▶ [Task goal]: Which lines of the data hold the word "ČIEKURU"? Copy all of them.

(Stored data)
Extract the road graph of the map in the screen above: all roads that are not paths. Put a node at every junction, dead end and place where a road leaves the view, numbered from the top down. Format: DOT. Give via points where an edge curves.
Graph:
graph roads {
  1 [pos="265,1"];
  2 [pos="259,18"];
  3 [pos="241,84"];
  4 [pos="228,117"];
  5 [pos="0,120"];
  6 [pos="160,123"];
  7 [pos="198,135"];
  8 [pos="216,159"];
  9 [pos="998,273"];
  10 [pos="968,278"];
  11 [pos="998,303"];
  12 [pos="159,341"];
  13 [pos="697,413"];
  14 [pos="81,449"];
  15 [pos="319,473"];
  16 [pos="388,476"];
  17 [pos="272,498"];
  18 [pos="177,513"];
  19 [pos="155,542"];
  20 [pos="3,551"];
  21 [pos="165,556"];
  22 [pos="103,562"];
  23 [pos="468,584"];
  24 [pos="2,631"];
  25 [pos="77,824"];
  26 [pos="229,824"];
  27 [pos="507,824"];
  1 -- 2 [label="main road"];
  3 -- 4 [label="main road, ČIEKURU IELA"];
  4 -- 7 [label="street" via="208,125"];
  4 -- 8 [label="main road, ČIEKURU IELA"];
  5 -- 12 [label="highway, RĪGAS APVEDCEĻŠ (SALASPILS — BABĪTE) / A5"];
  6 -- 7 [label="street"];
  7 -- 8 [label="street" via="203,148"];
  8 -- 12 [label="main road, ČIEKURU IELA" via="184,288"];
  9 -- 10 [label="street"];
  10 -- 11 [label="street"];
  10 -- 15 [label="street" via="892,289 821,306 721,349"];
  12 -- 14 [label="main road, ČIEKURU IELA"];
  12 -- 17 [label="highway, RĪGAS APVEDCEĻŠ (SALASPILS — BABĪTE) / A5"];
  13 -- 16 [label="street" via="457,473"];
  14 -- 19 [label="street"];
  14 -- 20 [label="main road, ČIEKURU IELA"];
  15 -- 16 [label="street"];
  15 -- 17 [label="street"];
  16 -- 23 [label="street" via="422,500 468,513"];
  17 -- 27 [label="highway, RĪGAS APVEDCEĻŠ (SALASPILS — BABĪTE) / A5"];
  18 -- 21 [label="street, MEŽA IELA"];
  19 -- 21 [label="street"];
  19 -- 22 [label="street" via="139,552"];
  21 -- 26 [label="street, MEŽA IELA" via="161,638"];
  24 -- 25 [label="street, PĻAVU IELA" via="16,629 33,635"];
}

▶ [Expected answer]:
  3 -- 4 [label="main road, ČIEKURU IELA"];
  4 -- 8 [label="main road, ČIEKURU IELA"];
  8 -- 12 [label="main road, ČIEKURU IELA" via="184,288"];
  12 -- 14 [label="main road, ČIEKURU IELA"];
  14 -- 20 [label="main road, ČIEKURU IELA"];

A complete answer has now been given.